Prop 3 not ‘confusing’
Suggestions that Proposal 3 on the upcoming Michigan ballot are “confusing” are completely absurd. Have people who think this even read it? It’s very clear about what it intends to do. Prop 3 will give to Michigan what the Roe v. Wade decision once gave America: an assurance of reproductive rights balanced against fetal viability.
The Roe decision understood that abortion rights are about gradually more competing interests. A first trimester pregnancy is not, despite the language in some recent letters, a baby. For the first eight weeks, it’s scientific term is an embryo, and most people wouldn’t be able to distinguish it from the embryo of other mammals at this stage. A fetus is only beginning to develop blood at the 12-week mark. This is clearly neither a baby nor a being capable of any independent existence. No one is arguing that this is not living tissue, but tissue is not a person, and there is no scientifically sound argument that this is yet a person. It doesn’t have rights because potential-beings are not beings, and it’s appropriate that at this stage, a pregnant person’s right to decide that they don’t want to carry that pregnancy further makes sense. And it’s during these first three months that the vast majority of abortions occur.

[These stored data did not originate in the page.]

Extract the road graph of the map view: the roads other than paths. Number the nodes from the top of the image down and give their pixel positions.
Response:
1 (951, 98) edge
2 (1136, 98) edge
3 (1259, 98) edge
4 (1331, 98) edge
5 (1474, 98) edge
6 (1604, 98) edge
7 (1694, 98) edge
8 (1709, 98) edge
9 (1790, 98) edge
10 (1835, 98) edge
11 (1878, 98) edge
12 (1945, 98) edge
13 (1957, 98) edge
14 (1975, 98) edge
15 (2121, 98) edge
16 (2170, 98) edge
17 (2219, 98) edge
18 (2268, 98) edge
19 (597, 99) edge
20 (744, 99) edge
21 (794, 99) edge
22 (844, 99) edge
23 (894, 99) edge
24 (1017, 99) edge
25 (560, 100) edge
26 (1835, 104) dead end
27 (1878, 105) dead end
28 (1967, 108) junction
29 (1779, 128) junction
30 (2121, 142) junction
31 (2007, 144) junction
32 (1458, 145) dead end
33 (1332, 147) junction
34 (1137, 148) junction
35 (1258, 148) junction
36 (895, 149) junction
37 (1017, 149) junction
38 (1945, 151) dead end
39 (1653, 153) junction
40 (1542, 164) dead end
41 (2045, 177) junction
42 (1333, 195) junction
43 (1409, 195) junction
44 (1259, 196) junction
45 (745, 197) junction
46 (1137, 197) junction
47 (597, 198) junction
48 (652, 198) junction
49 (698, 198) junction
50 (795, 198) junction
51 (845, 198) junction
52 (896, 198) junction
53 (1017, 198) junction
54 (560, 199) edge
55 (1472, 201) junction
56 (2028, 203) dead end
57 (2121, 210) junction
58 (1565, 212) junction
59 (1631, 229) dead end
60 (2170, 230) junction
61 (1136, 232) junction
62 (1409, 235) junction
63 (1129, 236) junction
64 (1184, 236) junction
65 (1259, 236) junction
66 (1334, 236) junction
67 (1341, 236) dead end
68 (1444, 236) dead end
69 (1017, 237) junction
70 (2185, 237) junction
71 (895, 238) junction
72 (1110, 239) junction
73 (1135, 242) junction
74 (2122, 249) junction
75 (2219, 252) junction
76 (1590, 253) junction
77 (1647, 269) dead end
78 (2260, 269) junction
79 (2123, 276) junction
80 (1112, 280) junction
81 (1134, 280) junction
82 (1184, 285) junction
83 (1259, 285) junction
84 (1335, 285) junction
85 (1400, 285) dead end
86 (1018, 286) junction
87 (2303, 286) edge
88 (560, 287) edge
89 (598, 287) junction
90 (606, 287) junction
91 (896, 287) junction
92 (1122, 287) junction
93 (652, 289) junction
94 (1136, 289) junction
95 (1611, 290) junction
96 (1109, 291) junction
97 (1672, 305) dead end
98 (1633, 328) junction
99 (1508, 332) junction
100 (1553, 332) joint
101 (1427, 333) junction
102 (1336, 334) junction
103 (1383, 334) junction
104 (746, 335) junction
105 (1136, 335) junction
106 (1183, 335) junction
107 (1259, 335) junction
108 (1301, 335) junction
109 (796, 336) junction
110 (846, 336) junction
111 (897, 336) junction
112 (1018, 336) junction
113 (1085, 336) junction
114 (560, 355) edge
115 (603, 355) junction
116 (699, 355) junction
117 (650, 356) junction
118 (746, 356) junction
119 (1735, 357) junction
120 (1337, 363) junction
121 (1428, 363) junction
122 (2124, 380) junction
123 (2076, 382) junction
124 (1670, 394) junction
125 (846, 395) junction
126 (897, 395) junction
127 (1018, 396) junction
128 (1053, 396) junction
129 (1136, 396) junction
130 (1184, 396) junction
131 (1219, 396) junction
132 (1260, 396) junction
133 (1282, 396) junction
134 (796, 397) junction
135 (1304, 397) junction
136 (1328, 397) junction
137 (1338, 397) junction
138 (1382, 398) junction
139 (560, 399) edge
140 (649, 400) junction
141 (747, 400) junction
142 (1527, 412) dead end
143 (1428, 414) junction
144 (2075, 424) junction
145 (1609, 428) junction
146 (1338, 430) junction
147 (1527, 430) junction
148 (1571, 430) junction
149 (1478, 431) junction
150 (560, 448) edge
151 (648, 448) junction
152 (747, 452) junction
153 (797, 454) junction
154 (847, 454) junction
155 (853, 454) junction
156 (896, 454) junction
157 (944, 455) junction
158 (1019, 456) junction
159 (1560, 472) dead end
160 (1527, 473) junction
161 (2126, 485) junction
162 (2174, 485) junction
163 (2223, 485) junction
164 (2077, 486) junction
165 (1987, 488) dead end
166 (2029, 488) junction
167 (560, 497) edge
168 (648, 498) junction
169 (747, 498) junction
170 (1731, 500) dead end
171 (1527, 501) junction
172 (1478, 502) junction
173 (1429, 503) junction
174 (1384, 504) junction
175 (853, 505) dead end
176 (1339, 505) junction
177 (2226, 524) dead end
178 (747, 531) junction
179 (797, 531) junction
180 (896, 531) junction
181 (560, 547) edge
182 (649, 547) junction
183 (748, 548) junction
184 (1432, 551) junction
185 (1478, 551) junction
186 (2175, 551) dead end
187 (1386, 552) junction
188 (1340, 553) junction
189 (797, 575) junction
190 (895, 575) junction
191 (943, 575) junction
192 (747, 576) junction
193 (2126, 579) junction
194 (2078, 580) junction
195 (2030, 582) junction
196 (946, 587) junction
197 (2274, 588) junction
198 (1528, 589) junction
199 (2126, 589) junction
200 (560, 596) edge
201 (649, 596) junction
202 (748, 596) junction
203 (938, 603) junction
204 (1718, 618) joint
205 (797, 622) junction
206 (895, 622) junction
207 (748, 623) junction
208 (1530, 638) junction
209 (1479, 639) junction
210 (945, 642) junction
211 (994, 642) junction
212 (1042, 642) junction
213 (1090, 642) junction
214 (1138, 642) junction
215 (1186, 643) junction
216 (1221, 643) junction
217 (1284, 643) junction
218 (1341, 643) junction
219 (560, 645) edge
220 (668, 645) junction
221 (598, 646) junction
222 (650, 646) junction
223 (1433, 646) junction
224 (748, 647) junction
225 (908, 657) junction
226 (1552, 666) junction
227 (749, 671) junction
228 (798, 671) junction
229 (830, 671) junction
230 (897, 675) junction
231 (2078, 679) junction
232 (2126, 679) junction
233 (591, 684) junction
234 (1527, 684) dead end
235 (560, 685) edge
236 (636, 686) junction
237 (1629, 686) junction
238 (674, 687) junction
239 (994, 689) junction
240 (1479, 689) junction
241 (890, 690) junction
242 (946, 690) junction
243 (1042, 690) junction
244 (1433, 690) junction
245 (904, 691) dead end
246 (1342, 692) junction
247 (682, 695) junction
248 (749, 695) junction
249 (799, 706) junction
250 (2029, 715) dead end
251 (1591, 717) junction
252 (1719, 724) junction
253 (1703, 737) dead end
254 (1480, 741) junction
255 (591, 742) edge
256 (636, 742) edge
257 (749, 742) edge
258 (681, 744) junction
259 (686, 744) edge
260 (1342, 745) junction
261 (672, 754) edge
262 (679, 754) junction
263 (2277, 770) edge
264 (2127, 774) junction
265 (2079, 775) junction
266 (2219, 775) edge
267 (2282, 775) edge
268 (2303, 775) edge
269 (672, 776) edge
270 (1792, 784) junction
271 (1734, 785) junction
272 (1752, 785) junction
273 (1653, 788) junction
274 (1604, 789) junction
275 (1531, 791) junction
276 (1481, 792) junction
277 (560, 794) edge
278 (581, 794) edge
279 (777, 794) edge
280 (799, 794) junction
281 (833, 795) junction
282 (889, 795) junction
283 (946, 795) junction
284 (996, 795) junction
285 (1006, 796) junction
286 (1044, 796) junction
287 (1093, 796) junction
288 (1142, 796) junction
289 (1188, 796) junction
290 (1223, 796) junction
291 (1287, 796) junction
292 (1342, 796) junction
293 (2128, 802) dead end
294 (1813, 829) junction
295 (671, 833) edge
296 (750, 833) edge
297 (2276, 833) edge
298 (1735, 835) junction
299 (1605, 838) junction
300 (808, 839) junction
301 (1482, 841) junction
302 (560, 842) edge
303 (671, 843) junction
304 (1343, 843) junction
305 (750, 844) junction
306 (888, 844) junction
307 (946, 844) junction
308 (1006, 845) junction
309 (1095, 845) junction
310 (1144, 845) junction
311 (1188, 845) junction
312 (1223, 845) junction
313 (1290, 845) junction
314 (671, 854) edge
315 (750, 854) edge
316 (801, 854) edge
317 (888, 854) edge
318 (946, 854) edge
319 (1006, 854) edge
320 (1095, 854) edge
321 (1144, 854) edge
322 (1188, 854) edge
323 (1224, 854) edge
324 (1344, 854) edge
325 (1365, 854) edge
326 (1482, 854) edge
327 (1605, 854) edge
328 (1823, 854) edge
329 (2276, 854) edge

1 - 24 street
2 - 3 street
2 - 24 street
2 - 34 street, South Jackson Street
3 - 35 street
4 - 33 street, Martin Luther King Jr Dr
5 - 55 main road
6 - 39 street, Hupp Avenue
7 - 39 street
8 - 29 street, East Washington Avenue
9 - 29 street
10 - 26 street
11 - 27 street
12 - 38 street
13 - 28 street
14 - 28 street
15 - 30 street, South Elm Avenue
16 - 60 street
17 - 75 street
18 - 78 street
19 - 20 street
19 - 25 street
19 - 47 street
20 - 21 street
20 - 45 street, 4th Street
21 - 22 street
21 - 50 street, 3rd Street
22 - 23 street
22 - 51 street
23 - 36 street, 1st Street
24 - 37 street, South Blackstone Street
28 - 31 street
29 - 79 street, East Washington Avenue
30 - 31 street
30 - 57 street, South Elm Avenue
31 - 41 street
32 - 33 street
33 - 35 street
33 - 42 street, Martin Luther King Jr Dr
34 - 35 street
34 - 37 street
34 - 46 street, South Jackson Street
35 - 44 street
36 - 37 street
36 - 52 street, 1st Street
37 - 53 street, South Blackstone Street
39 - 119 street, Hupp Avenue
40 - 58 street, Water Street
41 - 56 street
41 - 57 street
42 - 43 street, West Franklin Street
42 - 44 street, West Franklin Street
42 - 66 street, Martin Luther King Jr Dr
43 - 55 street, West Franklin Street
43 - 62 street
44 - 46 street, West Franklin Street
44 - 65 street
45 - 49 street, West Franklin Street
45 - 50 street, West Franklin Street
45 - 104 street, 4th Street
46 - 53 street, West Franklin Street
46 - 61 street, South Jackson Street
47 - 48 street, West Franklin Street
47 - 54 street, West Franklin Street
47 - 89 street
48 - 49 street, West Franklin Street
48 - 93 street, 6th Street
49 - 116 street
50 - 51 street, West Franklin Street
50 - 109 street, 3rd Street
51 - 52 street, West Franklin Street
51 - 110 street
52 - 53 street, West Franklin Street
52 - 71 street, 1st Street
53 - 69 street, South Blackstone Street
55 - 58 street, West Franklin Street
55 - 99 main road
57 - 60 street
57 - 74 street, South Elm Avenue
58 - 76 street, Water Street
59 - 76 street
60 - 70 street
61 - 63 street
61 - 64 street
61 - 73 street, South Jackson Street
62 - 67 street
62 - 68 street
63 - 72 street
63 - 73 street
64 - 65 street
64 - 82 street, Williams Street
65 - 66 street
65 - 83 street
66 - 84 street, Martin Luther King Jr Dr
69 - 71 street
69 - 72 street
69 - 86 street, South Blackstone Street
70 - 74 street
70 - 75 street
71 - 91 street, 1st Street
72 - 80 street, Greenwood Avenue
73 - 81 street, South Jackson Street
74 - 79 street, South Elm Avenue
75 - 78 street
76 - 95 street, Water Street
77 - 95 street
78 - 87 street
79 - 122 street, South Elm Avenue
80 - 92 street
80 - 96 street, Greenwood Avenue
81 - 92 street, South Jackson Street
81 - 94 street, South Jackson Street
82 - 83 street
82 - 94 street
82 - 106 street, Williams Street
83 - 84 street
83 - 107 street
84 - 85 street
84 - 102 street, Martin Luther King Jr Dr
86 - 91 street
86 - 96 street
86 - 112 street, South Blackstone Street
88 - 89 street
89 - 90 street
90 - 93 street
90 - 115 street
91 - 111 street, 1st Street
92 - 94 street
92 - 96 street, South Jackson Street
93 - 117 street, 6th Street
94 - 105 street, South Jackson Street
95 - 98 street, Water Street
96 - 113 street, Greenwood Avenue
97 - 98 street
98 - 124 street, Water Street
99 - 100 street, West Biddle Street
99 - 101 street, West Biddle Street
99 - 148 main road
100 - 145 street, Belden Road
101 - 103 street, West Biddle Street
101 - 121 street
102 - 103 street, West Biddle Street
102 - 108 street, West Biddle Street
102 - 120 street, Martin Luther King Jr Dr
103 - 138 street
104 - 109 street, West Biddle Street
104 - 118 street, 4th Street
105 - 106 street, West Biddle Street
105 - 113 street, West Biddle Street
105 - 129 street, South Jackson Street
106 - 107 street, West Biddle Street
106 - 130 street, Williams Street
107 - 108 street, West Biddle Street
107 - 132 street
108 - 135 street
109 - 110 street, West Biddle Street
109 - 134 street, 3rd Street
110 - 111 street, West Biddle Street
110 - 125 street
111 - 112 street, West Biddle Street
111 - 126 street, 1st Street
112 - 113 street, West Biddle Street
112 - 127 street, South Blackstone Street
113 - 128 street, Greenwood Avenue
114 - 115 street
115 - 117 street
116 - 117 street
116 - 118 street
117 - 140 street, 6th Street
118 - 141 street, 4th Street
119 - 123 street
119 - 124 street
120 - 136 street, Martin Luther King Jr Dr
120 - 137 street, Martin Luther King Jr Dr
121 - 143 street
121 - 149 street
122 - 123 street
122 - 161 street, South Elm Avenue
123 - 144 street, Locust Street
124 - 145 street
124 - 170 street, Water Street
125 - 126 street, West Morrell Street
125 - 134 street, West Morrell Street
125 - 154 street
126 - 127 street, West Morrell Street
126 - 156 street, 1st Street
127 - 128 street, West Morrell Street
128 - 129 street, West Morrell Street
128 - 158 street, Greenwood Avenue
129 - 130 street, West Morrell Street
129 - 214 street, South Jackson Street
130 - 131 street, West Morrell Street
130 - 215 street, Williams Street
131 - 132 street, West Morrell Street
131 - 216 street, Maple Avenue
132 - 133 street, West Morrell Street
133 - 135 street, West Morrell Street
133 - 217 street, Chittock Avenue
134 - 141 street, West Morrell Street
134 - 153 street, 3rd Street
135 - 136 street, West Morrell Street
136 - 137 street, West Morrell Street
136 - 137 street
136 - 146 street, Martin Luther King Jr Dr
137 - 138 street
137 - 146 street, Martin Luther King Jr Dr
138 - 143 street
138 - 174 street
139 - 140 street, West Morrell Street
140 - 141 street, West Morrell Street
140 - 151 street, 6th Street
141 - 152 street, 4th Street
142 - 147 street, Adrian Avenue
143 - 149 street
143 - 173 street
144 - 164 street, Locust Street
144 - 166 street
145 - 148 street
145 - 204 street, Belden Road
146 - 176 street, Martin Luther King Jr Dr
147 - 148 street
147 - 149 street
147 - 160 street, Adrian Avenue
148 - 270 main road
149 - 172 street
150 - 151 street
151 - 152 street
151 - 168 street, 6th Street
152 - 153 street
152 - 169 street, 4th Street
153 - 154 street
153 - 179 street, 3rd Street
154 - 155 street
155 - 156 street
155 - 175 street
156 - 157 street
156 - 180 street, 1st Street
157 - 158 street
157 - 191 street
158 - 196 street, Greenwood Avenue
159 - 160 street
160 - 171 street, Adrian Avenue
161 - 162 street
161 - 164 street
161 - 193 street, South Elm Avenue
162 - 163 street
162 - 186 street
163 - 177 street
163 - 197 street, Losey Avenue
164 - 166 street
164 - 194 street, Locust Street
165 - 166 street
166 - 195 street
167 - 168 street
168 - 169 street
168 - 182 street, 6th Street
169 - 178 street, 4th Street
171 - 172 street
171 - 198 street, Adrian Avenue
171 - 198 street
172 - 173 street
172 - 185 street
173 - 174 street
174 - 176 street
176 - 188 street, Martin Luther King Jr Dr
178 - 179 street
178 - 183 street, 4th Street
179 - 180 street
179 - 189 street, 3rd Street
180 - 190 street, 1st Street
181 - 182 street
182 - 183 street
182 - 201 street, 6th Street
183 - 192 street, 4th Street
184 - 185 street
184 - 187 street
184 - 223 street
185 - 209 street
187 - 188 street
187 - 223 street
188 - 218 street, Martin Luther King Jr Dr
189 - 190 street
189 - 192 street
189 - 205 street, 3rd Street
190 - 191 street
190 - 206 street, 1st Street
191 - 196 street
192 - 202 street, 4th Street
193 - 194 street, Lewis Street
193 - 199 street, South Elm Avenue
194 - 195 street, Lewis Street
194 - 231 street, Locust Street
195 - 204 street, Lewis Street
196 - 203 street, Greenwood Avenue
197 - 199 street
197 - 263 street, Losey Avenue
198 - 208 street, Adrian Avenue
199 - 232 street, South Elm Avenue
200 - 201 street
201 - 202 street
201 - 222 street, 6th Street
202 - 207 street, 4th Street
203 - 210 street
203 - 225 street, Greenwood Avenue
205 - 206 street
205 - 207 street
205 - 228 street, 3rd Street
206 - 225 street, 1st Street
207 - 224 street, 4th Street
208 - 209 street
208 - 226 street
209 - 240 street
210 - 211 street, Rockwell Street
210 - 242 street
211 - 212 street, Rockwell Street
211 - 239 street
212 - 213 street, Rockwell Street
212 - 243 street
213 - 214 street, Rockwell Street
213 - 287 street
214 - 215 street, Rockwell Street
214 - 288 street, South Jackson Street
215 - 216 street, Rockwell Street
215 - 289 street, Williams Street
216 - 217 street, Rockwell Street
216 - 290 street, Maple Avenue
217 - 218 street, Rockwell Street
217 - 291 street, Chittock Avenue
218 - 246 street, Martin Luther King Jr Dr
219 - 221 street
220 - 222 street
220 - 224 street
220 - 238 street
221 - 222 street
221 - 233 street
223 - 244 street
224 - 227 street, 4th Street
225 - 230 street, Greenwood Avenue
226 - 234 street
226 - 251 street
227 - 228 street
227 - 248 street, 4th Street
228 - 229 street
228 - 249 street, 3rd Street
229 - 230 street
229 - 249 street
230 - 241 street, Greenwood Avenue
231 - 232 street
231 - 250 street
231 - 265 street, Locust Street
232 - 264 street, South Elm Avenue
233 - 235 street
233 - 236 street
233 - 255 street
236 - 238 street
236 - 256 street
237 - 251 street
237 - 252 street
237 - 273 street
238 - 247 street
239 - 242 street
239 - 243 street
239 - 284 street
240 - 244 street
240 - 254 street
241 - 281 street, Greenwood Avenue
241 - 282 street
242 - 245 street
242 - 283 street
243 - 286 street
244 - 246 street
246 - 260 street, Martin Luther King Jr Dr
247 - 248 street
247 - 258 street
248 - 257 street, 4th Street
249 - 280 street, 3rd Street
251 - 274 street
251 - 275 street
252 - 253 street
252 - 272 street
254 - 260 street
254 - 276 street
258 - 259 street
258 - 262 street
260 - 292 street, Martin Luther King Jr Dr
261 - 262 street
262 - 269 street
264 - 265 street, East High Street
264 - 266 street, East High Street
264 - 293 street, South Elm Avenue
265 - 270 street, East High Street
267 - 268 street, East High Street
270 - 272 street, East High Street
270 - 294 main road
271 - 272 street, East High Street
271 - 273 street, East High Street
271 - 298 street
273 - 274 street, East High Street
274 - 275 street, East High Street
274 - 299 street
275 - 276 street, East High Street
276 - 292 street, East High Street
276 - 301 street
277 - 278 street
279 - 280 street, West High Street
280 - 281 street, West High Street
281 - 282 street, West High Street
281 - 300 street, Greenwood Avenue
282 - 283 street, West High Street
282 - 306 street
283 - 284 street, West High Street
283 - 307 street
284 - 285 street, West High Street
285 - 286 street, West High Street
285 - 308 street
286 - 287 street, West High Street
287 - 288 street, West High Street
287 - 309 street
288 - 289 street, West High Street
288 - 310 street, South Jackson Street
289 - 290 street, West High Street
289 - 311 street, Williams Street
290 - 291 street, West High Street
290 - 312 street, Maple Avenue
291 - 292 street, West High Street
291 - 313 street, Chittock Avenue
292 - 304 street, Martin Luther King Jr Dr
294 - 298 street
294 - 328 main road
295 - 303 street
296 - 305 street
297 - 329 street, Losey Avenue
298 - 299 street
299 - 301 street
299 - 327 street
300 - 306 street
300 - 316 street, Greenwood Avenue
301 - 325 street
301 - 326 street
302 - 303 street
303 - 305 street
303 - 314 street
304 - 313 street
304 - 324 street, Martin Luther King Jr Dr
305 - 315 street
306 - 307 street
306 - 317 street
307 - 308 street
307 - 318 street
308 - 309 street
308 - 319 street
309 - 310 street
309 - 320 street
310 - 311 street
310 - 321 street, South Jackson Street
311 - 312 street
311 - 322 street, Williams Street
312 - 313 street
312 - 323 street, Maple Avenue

Roe realized that the further a pregnancy develops, the more it makes sense to think about whether that someday-person should be considered. But Roe, and Prop 3, also recognized that things can go wrong at any stage of gestational development. By definition, an abortion late in a pregnancy is a tragedy. These pregnancies were intended to result in a live birth, something desired by the person who had chosen to carry it that far. These cases are the most dramatic example of why need the protections for Proposal 3, although it’s important to remember that they are also, statistically, very rare. But without the assurances that Prop 3 provides, families who find themselves with a catastrophic situation late in pregnancy, which could harm the fetus, the gestating parent, or both, could have no options whatsoever. A lack of enshrined reproductive rights in our state could condemn these families to at best an emotional trauma, and at worst the death of the fetus and/or the parent. Prop 3 provides families with the option to save lives and to save babies from short, agonizing lives before early deaths.
Roe was never confusing. We all knew exactly what it meant, and the same is true for Proposal 3. Arguing that it’s unclear is trying to create a conflict in the face of the fact that the overwhelming majority of the state and the country support reproductive rights and were in favor of Roe. I sincerely hope that our community reflects these wider trends, and that people here will vote “YES” on Proposal 3.